ED officials declined to let reporters interview Kame’enui, who is serving through 2007 as the commissioner of the National Center for Special Education Research, about possible conflicts of interest surrounding his role in Reading First. But financial disclosure statements he was required to file upon joining the department indicate that his association with Scott Foresman was quite lucrative. He earned between $100,000 and $250,000 in royalties last year, according to the documents, although it was unclear whether the funds stemmed from the upcoming basal or the earlier intervention work. Simmons and Vaughn both indicated that they receive no royalties from Voyager, but were paid fees as research advisers.

Spokespeople for Scott Foresman and Voyager declined several requests to answer questions for this article.

In addition to his work for Scott Foresman and Voyager, Kame’enui chaired Reading First’s assessment review team and, with Simmons, co-authored a widely used “Consumer’s Guide” to help states and school districts select programs under Reading First. In her book, Garan describes a presentation she gave in which she used color transparencies to explain the “vested financial interests of the ‘scientific researchers’ and their connections to government policy.”

“When I came to Edward Kame’enui,” she wrote, “I ran out of colors. He has financial links at so many levels.”

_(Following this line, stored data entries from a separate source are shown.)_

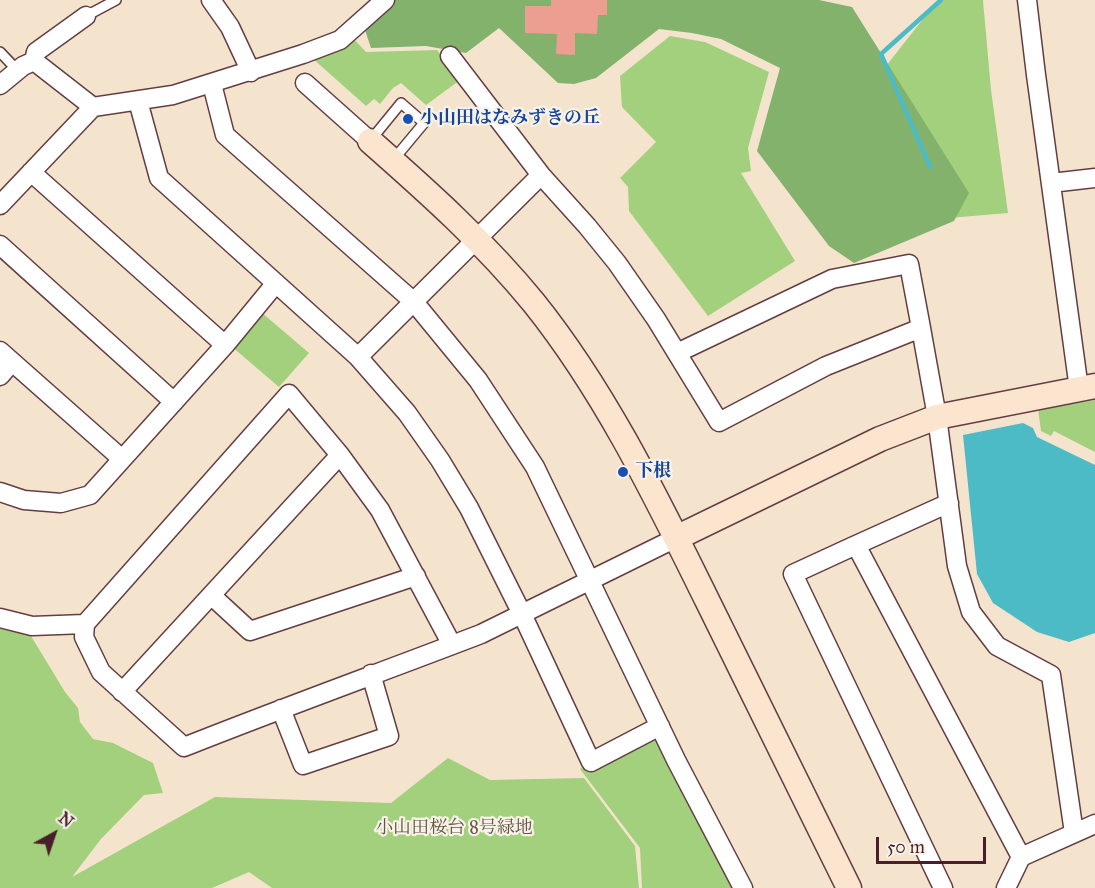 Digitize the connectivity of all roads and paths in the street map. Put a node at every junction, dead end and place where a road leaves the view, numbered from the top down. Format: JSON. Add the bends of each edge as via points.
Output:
{"nodes":[{"id":1,"x":116,"y":0,"type":"edge"},
{"id":2,"x":211,"y":0,"type":"edge"},
{"id":3,"x":385,"y":0,"type":"edge"},
{"id":4,"x":1027,"y":0,"type":"edge"},
{"id":5,"x":86,"y":16,"type":"joint"},
{"id":6,"x":0,"y":52,"type":"edge"},
{"id":7,"x":450,"y":57,"type":"dead end"},
{"id":8,"x":34,"y":62,"type":"junction"},
{"id":9,"x":18,"y":71,"type":"junction"},
{"id":10,"x":250,"y":72,"type":"junction"},
{"id":11,"x":305,"y":83,"type":"dead end"},
{"id":12,"x":212,"y":84,"type":"junction"},
{"id":13,"x":0,"y":85,"type":"edge"},
{"id":14,"x":138,"y":101,"type":"junction"},
{"id":15,"x":93,"y":107,"type":"junction"},
{"id":16,"x":370,"y":141,"type":"junction"},
{"id":17,"x":392,"y":161,"type":"junction"},
{"id":18,"x":32,"y":172,"type":"junction"},
{"id":19,"x":541,"y":175,"type":"junction"},
{"id":20,"x":1095,"y":178,"type":"edge"},
{"id":21,"x":1051,"y":183,"type":"junction"},
{"id":22,"x":0,"y":205,"type":"edge"},
{"id":23,"x":477,"y":239,"type":"junction"},
{"id":24,"x":0,"y":245,"type":"edge"},
{"id":25,"x":276,"y":283,"type":"junction"},
{"id":26,"x":414,"y":302,"type":"junction"},
{"id":27,"x":921,"y":328,"type":"junction"},
{"id":28,"x":225,"y":345,"type":"junction"},
{"id":29,"x":677,"y":353,"type":"junction"},
{"id":30,"x":358,"y":357,"type":"junction"},
{"id":31,"x":4,"y":363,"type":"edge"},
{"id":32,"x":1087,"y":388,"type":"edge"},
{"id":33,"x":174,"y":402,"type":"junction"},
{"id":34,"x":937,"y":417,"type":"junction"},
{"id":35,"x":340,"y":455,"type":"junction"},
{"id":36,"x":122,"y":459,"type":"junction"},
{"id":37,"x":0,"y":492,"type":"edge"},
{"id":38,"x":949,"y":503,"type":"junction"},
{"id":39,"x":676,"y":538,"type":"junction"},
{"id":40,"x":856,"y":545,"type":"junction"},
{"id":41,"x":416,"y":576,"type":"junction"},
{"id":42,"x":591,"y":580,"type":"junction"},
{"id":43,"x":212,"y":596,"type":"junction"},
{"id":44,"x":522,"y":614,"type":"junction"},
{"id":45,"x":0,"y":618,"type":"edge"},
{"id":46,"x":85,"y":624,"type":"junction"},
{"id":47,"x":452,"y":645,"type":"junction"},
{"id":48,"x":371,"y":674,"type":"junction"},
{"id":49,"x":122,"y":692,"type":"junction"},
{"id":50,"x":281,"y":709,"type":"junction"},
{"id":51,"x":660,"y":726,"type":"junction"},
{"id":52,"x":1095,"y":824,"type":"edge"},
{"id":53,"x":1074,"y":833,"type":"junction"},
{"id":54,"x":1021,"y":857,"type":"junction"},
{"id":55,"x":743,"y":888,"type":"edge"},
{"id":56,"x":849,"y":888,"type":"edge"},
{"id":57,"x":943,"y":888,"type":"edge"},
{"id":58,"x":1006,"y":888,"type":"edge"}],
"edges":[{"from":1,"to":5,"type":"lane"},
{"from":2,"to":10,"type":"street","via":[[230,27]]},
{"from":3,"to":10,"type":"street","via":[[340,40]]},
{"from":4,"to":21,"type":"street"},
{"from":5,"to":8,"type":"street","via":[[36,52]]},
{"from":6,"to":9,"type":"lane"},
{"from":7,"to":19,"type":"street"},
{"from":8,"to":9,"type":"street"},
{"from":8,"to":15,"type":"street"},
{"from":9,"to":13,"type":"street"},
{"from":10,"to":12,"type":"street"},
{"from":11,"to":16,"type":"street"},
{"from":12,"to":14,"type":"street"},
{"from":12,"to":26,"type":"street","via":[[225,135]]},
{"from":14,"to":15,"type":"street"},
{"from":14,"to":25,"type":"street","via":[[159,178]]},
{"from":15,"to":18,"type":"street"},
{"from":16,"to":17,"type":"street"},
{"from":16,"to":17,"type":"lane","via":[[401,103],[424,123]]},
{"from":17,"to":23,"type":"street"},
{"from":18,"to":22,"type":"street"},
{"from":18,"to":28,"type":"street"},
{"from":19,"to":23,"type":"street"},
{"from":19,"to":29,"type":"street","via":[[617,263]]},
{"from":20,"to":21,"type":"street"},
{"from":21,"to":32,"type":"street"},
{"from":23,"to":26,"type":"street"},
{"from":23,"to":39,"type":"street","via":[[533,303],[588,378]]},
{"from":24,"to":33,"type":"street"},
{"from":25,"to":28,"type":"street"},
{"from":25,"to":30,"type":"street"},
{"from":26,"to":30,"type":"street"},
{"from":26,"to":42,"type":"street","via":[[478,380],[535,467]]},
{"from":27,"to":29,"type":"street","via":[[826,366],[718,422]]},
{"from":27,"to":29,"type":"street","via":[[909,264],[831,279]]},
{"from":27,"to":34,"type":"street"},
{"from":28,"to":33,"type":"street"},
{"from":30,"to":44,"type":"street","via":[[407,413],[440,460],[469,508]]},
{"from":31,"to":36,"type":"street"},
{"from":32,"to":34,"type":"street"},
{"from":33,"to":36,"type":"street"},
{"from":34,"to":38,"type":"street"},
{"from":34,"to":39,"type":"street","via":[[840,457]]},
{"from":35,"to":41,"type":"street","via":[[380,510]]},
{"from":35,"to":43,"type":"street"},
{"from":35,"to":46,"type":"street","via":[[289,394]]},
{"from":36,"to":37,"type":"street","via":[[90,495],[61,503],[24,500]]},
{"from":38,"to":40,"type":"street"},
{"from":38,"to":53,"type":"street","via":[[957,566],[971,612],[997,646],[1051,675]]},
{"from":39,"to":42,"type":"street"},
{"from":39,"to":56,"type":"street"},
{"from":40,"to":54,"type":"street"},
{"from":40,"to":57,"type":"street","via":[[793,574]]},
{"from":41,"to":43,"type":"street","via":[[250,631]]},
{"from":41,"to":47,"type":"street"},
{"from":42,"to":44,"type":"street"},
{"from":42,"to":51,"type":"street"},
{"from":43,"to":49,"type":"street"},
{"from":44,"to":47,"type":"street"},
{"from":44,"to":51,"type":"street","via":[[591,762]]},
{"from":45,"to":46,"type":"street","via":[[32,626]]},
{"from":46,"to":49,"type":"street","via":[[84,637],[101,672]]},
{"from":47,"to":48,"type":"street"},
{"from":48,"to":50,"type":"street"},
{"from":48,"to":50,"type":"street","via":[[389,736],[303,765]]},
{"from":49,"to":50,"type":"street","via":[[184,747]]},
{"from":51,"to":55,"type":"street"},
{"from":52,"to":53,"type":"street"},
{"from":53,"to":54,"type":"street"},
{"from":54,"to":58,"type":"street"}]}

What is happening here is similar to what has happened in Iraq with Haliburton. Reading first has been out sourced, out sourced to some of the same people that were on the NRP. Some of these same people serve on the commitees that accept or reject the states reading first grants and the grants do not get accepted until you unclude the right programs, theirs, into your reading first grant. The reading porgrams of schools all over the country are being highjacked by a few well placed individuals who themselves stand to mke a lot of money from the programs.

That pretty much sets the stage for the next report which explains why DIBBLES is the number one tool in the country for accessing reading skills and strategies. Once again we see similar stratgies describe above this time pointing specifcally to the University of Oregon and many people connected to DIBBLES. Please try to read these reports. These are important.